■ PROVIDED MATERIAL ■
*** Begin section ***
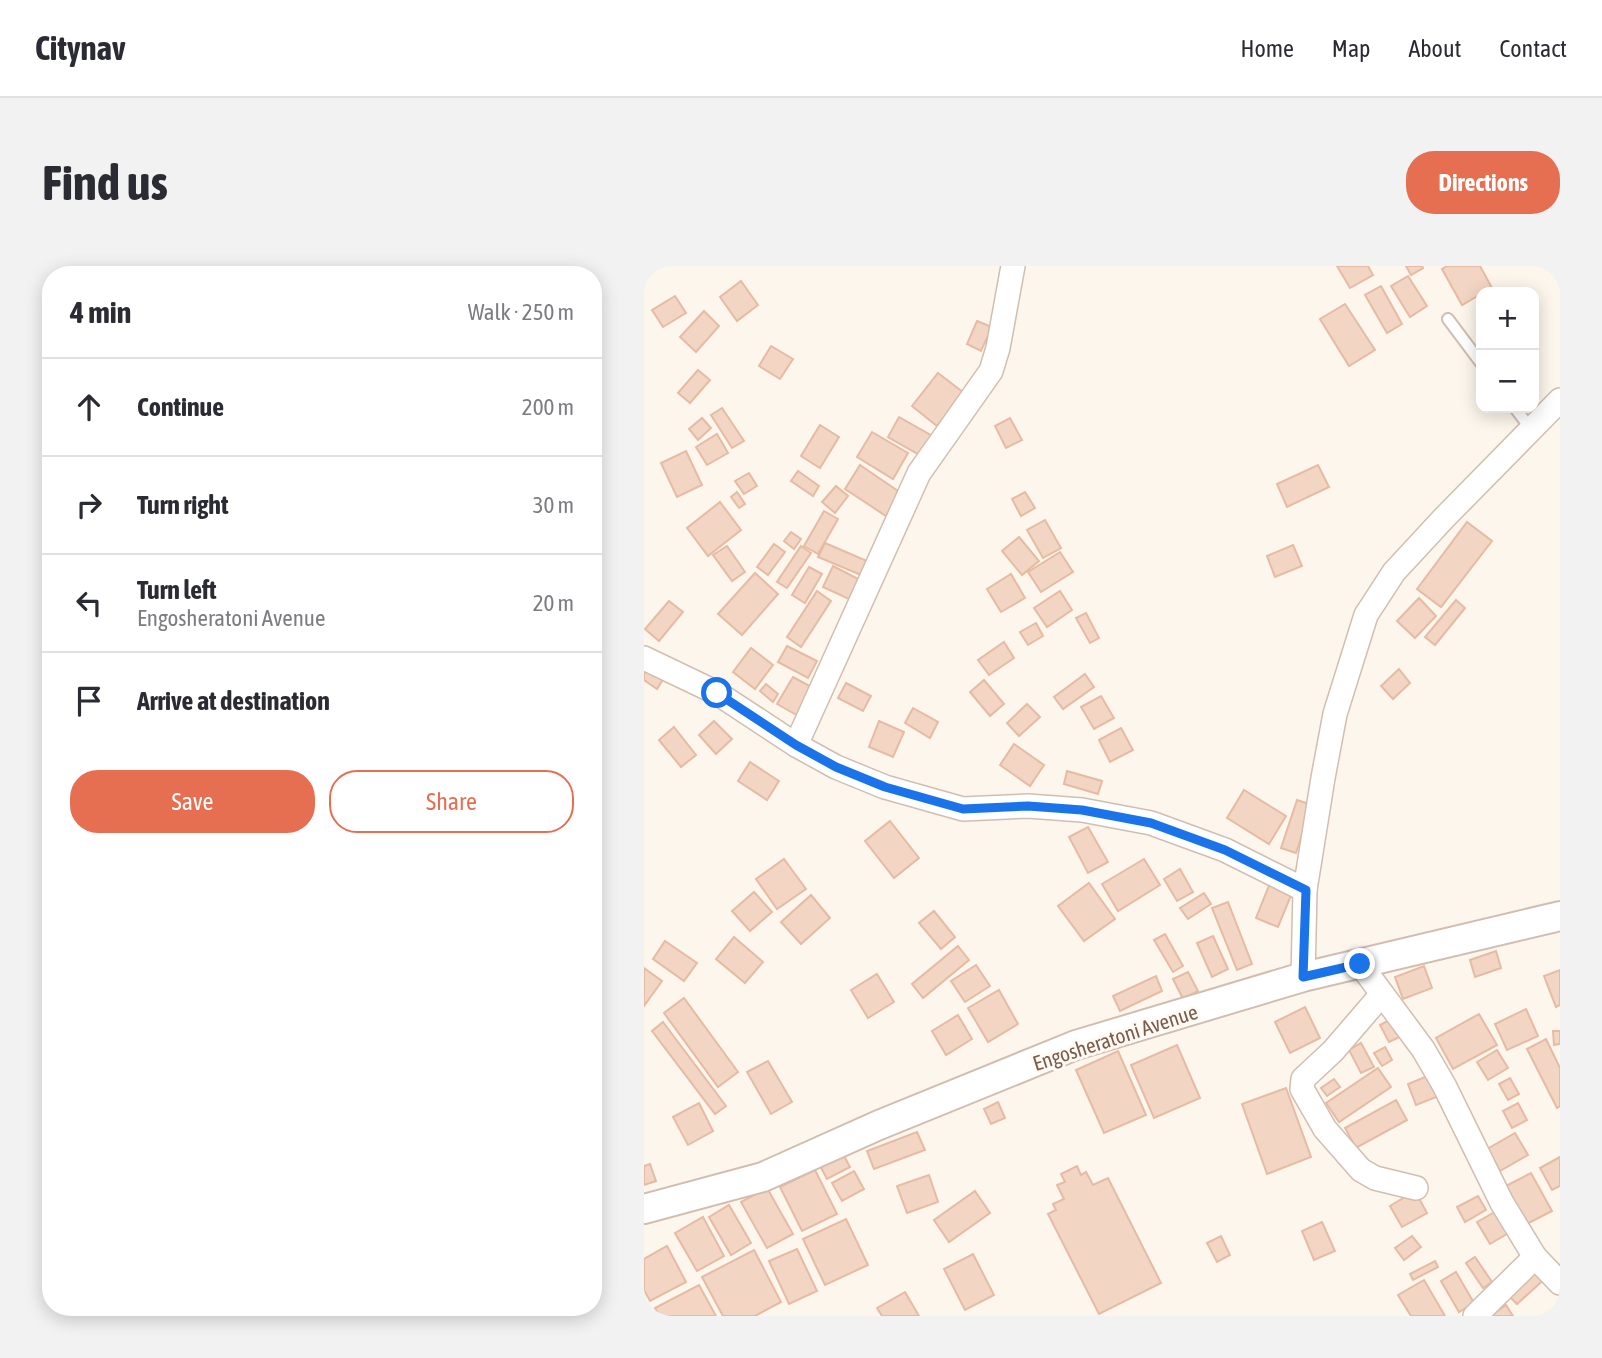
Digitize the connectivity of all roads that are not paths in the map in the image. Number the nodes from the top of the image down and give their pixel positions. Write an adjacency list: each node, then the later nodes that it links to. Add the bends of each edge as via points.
1 (1013, 266): 8 (street, via 991,371 919,473)
2 (1448, 319): 3 (lane)
3 (1476, 356)
4 (1560, 400): 6 (street)
5 (1519, 413): 6 (lane)
6 (1531, 429): 9 (street, via 1394,572 1366,615 1335,714)
7 (644, 658): 8 (street, via 717,693)
8 (796, 745): 9 (street, via 885,787 963,809 1028,806 1082,810 1151,823 1225,850)
9 (1306, 890): 12 (street)
10 (1560, 916): 11 (street, Engosheratoni Avenue)
11 (1360, 964): 12 (street, Engosheratoni Avenue); 13 (street)
12 (1303, 977): 15 (street, Engosheratoni Avenue, via 1076,1045 763,1177)
13 (1382, 994): 14 (street, via 1303,1079 1302,1090 1325,1129 1361,1170); 16 (street, via 1444,1084 1502,1203)
14 (1416, 1188)
15 (644, 1209)
16 (1535, 1257): 17 (street); 18 (street)
17 (1560, 1283)
18 (1475, 1316)

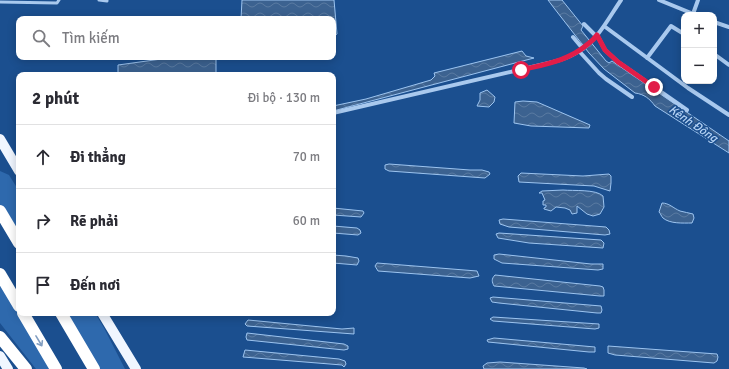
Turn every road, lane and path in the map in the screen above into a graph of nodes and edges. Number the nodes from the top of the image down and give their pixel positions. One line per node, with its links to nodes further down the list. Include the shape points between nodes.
1 (59, 0): 7 (lane, via 57,3)
2 (99, 0): 3 (lane)
3 (108, 0)
4 (621, 0): 12 (street)
5 (659, 0): 8 (street)
6 (698, 0): 9 (street)
7 (0, 2)
8 (689, 12)
9 (695, 12)
10 (584, 24): 15 (street)
11 (717, 25): 13 (street)
12 (604, 26): 15 (street); 19 (street)
13 (729, 28)
14 (681, 32): 19 (street, via 671,26)
15 (596, 36): 17 (street); 22 (street, via 605,50 618,62)
16 (573, 37): 17 (street)
17 (581, 50): 21 (street, via 599,73); 23 (street, via 553,62)
18 (717, 56): 20 (street)
19 (647, 58): 24 (street)
20 (729, 65)
21 (632, 97)
22 (687, 110)
23 (336, 113)
24 (729, 114)
25 (0, 139): 26 (main road)
26 (16, 167)
27 (0, 210): 28 (highway)
28 (16, 238)
29 (0, 274): 30 (highway)
30 (16, 301)
31 (25, 316): 38 (highway, one-way to 38)
32 (63, 316): 39 (highway)
33 (104, 316): 40 (main road)
34 (0, 337): 37 (highway)
35 (0, 356): 36 (main road)
36 (8, 369)
37 (26, 369)
38 (56, 369)
39 (94, 369)
40 (136, 369)

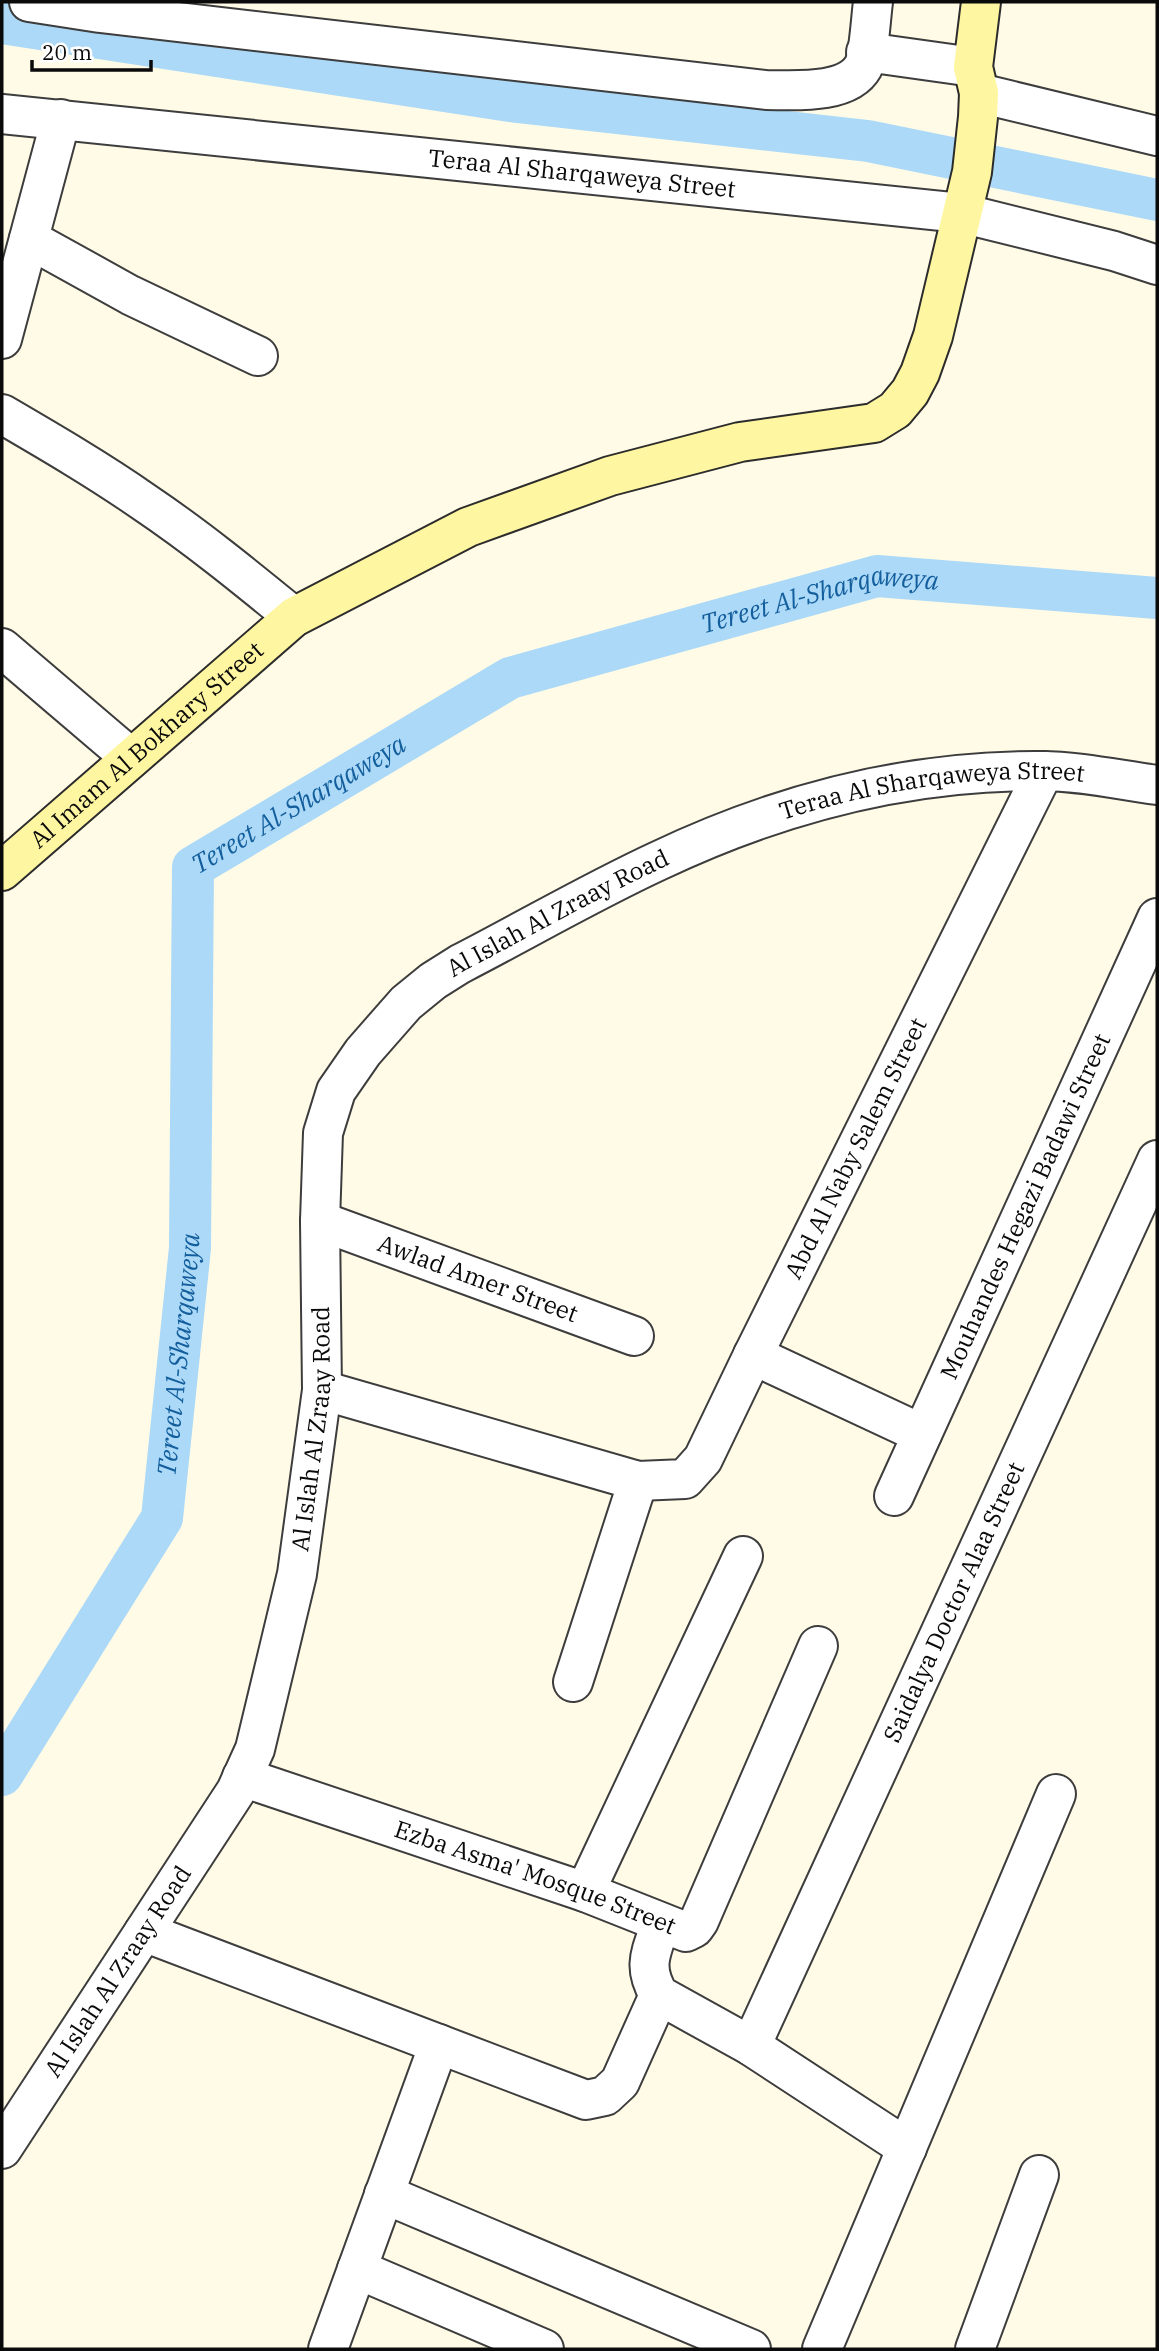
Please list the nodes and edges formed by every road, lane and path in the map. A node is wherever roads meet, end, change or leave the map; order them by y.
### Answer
1 (29, 2) edge
2 (873, 2) edge
3 (981, 2) edge
4 (877, 53) junction
5 (968, 85) junction
6 (2, 114) edge
7 (61, 120) junction
8 (1157, 136) edge
9 (961, 213) junction
10 (29, 239) junction
11 (1157, 265) edge
12 (2, 340) edge
13 (258, 356) dead end
14 (2, 414) edge
15 (293, 617) junction
16 (2, 648) edge
17 (131, 758) junction
18 (1044, 771) junction
19 (1157, 785) edge
20 (711, 839) joint
21 (2, 871) edge
22 (1157, 918) edge
23 (1157, 1160) edge
24 (320, 1221) junction
25 (634, 1336) dead end
26 (752, 1355) junction
27 (322, 1390) junction
28 (922, 1434) junction
29 (638, 1481) junction
30 (894, 1496) dead end
31 (743, 1556) dead end
32 (818, 1646) dead end
33 (573, 1682) dead end
34 (242, 1777) junction
35 (1056, 1794) dead end
36 (585, 1892) junction
37 (661, 1923) junction
38 (144, 1932) junction
39 (659, 1995) junction
40 (439, 2044) junction
41 (751, 2046) junction
42 (907, 2148) junction
43 (2, 2149) edge
44 (1039, 2175) dead end
45 (384, 2194) junction
46 (357, 2269) junction
47 (328, 2349) edge
48 (544, 2349) edge
49 (751, 2349) edge
50 (822, 2349) edge
51 (975, 2349) edge

1 - 4 street
2 - 4 street
3 - 5 street
4 - 5 street
5 - 8 street
5 - 9 street, Al Imam Al Bokhary Street
6 - 7 street, Teraa Al Sharqaweya Street
7 - 9 street, Teraa Al Sharqaweya Street
7 - 10 street
9 - 11 street, Teraa Al Sharqaweya Street
9 - 15 street, Al Imam Al Bokhary Street
10 - 12 street
10 - 13 street
14 - 15 street
15 - 17 street, Al Imam Al Bokhary Street
16 - 17 street
17 - 21 street, Al Imam Al Bokhary Street
18 - 19 street, Teraa Al Sharqaweya Street
18 - 20 street, Teraa Al Sharqaweya Street
18 - 26 street, Abd Al Naby Salem Street
20 - 24 street, Al Islah Al Zraay Road
22 - 28 street, Mouhandes Hegazi Badawi Street
23 - 41 street, Saidalya Doctor Alaa Street
24 - 25 street, Awlad Amer Street
24 - 27 street, Al Islah Al Zraay Road
26 - 28 street
26 - 29 street, Abd Al Naby Salem Street
27 - 29 street, Abd Al Naby Salem Street
27 - 34 street, Al Islah Al Zraay Road
28 - 30 street, Mouhandes Hegazi Badawi Street
29 - 33 street
31 - 36 street
32 - 37 street, Ezba Asma' Mosque Street
34 - 36 street, Ezba Asma' Mosque Street
34 - 38 street, Al Islah Al Zraay Road
35 - 42 street
36 - 37 street, Ezba Asma' Mosque Street
37 - 39 street
38 - 40 street
38 - 43 street, Al Islah Al Zraay Road
39 - 40 street
39 - 41 street
40 - 45 street
41 - 42 street
42 - 50 street
44 - 51 street
45 - 46 street
45 - 49 street
46 - 47 street
46 - 48 street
*** End section ***
■ WHAT IS EXPECTED ■
Write out every record above exactly as it stands, but leave out the pictures.

■ OUTPUT BELOW ■
Digitize the connectivity of all roads that are not paths in the map in the image. Number the nodes from the top of the image down and give their pixel positions. Write an adjacency list: each node, then the later nodes that it links to. Add the bends of each edge as via points.
1 (1013, 266): 8 (street, via 991,371 919,473)
2 (1448, 319): 3 (lane)
3 (1476, 356)
4 (1560, 400): 6 (street)
5 (1519, 413): 6 (lane)
6 (1531, 429): 9 (street, via 1394,572 1366,615 1335,714)
7 (644, 658): 8 (street, via 717,693)
8 (796, 745): 9 (street, via 885,787 963,809 1028,806 1082,810 1151,823 1225,850)
9 (1306, 890): 12 (street)
10 (1560, 916): 11 (street, Engosheratoni Avenue)
11 (1360, 964): 12 (street, Engosheratoni Avenue); 13 (street)
12 (1303, 977): 15 (street, Engosheratoni Avenue, via 1076,1045 763,1177)
13 (1382, 994): 14 (street, via 1303,1079 1302,1090 1325,1129 1361,1170); 16 (street, via 1444,1084 1502,1203)
14 (1416, 1188)
15 (644, 1209)
16 (1535, 1257): 17 (street); 18 (street)
17 (1560, 1283)
18 (1475, 1316)

Turn every road, lane and path in the map in the screen above into a graph of nodes and edges. Number the nodes from the top of the image down and give their pixel positions. One line per node, with its links to nodes further down the list. Include the shape points between nodes.
1 (59, 0): 7 (lane, via 57,3)
2 (99, 0): 3 (lane)
3 (108, 0)
4 (621, 0): 12 (street)
5 (659, 0): 8 (street)
6 (698, 0): 9 (street)
7 (0, 2)
8 (689, 12)
9 (695, 12)
10 (584, 24): 15 (street)
11 (717, 25): 13 (street)
12 (604, 26): 15 (street); 19 (street)
13 (729, 28)
14 (681, 32): 19 (street, via 671,26)
15 (596, 36): 17 (street); 22 (street, via 605,50 618,62)
16 (573, 37): 17 (street)
17 (581, 50): 21 (street, via 599,73); 23 (street, via 553,62)
18 (717, 56): 20 (street)
19 (647, 58): 24 (street)
20 (729, 65)
21 (632, 97)
22 (687, 110)
23 (336, 113)
24 (729, 114)
25 (0, 139): 26 (main road)
26 (16, 167)
27 (0, 210): 28 (highway)
28 (16, 238)
29 (0, 274): 30 (highway)
30 (16, 301)
31 (25, 316): 38 (highway, one-way to 38)
32 (63, 316): 39 (highway)
33 (104, 316): 40 (main road)
34 (0, 337): 37 (highway)
35 (0, 356): 36 (main road)
36 (8, 369)
37 (26, 369)
38 (56, 369)
39 (94, 369)
40 (136, 369)

Please list the nodes and edges formed by every road, lane and path in the map. A node is wherever roads meet, end, change or leave the map; order them by y.
### Answer
1 (29, 2) edge
2 (873, 2) edge
3 (981, 2) edge
4 (877, 53) junction
5 (968, 85) junction
6 (2, 114) edge
7 (61, 120) junction
8 (1157, 136) edge
9 (961, 213) junction
10 (29, 239) junction
11 (1157, 265) edge
12 (2, 340) edge
13 (258, 356) dead end
14 (2, 414) edge
15 (293, 617) junction
16 (2, 648) edge
17 (131, 758) junction
18 (1044, 771) junction
19 (1157, 785) edge
20 (711, 839) joint
21 (2, 871) edge
22 (1157, 918) edge
23 (1157, 1160) edge
24 (320, 1221) junction
25 (634, 1336) dead end
26 (752, 1355) junction
27 (322, 1390) junction
28 (922, 1434) junction
29 (638, 1481) junction
30 (894, 1496) dead end
31 (743, 1556) dead end
32 (818, 1646) dead end
33 (573, 1682) dead end
34 (242, 1777) junction
35 (1056, 1794) dead end
36 (585, 1892) junction
37 (661, 1923) junction
38 (144, 1932) junction
39 (659, 1995) junction
40 (439, 2044) junction
41 (751, 2046) junction
42 (907, 2148) junction
43 (2, 2149) edge
44 (1039, 2175) dead end
45 (384, 2194) junction
46 (357, 2269) junction
47 (328, 2349) edge
48 (544, 2349) edge
49 (751, 2349) edge
50 (822, 2349) edge
51 (975, 2349) edge

1 - 4 street
2 - 4 street
3 - 5 street
4 - 5 street
5 - 8 street
5 - 9 street, Al Imam Al Bokhary Street
6 - 7 street, Teraa Al Sharqaweya Street
7 - 9 street, Teraa Al Sharqaweya Street
7 - 10 street
9 - 11 street, Teraa Al Sharqaweya Street
9 - 15 street, Al Imam Al Bokhary Street
10 - 12 street
10 - 13 street
14 - 15 street
15 - 17 street, Al Imam Al Bokhary Street
16 - 17 street
17 - 21 street, Al Imam Al Bokhary Street
18 - 19 street, Teraa Al Sharqaweya Street
18 - 20 street, Teraa Al Sharqaweya Street
18 - 26 street, Abd Al Naby Salem Street
20 - 24 street, Al Islah Al Zraay Road
22 - 28 street, Mouhandes Hegazi Badawi Street
23 - 41 street, Saidalya Doctor Alaa Street
24 - 25 street, Awlad Amer Street
24 - 27 street, Al Islah Al Zraay Road
26 - 28 street
26 - 29 street, Abd Al Naby Salem Street
27 - 29 street, Abd Al Naby Salem Street
27 - 34 street, Al Islah Al Zraay Road
28 - 30 street, Mouhandes Hegazi Badawi Street
29 - 33 street
31 - 36 street
32 - 37 street, Ezba Asma' Mosque Street
34 - 36 street, Ezba Asma' Mosque Street
34 - 38 street, Al Islah Al Zraay Road
35 - 42 street
36 - 37 street, Ezba Asma' Mosque Street
37 - 39 street
38 - 40 street
38 - 43 street, Al Islah Al Zraay Road
39 - 40 street
39 - 41 street
40 - 45 street
41 - 42 street
42 - 50 street
44 - 51 street
45 - 46 street
45 - 49 street
46 - 47 street
46 - 48 street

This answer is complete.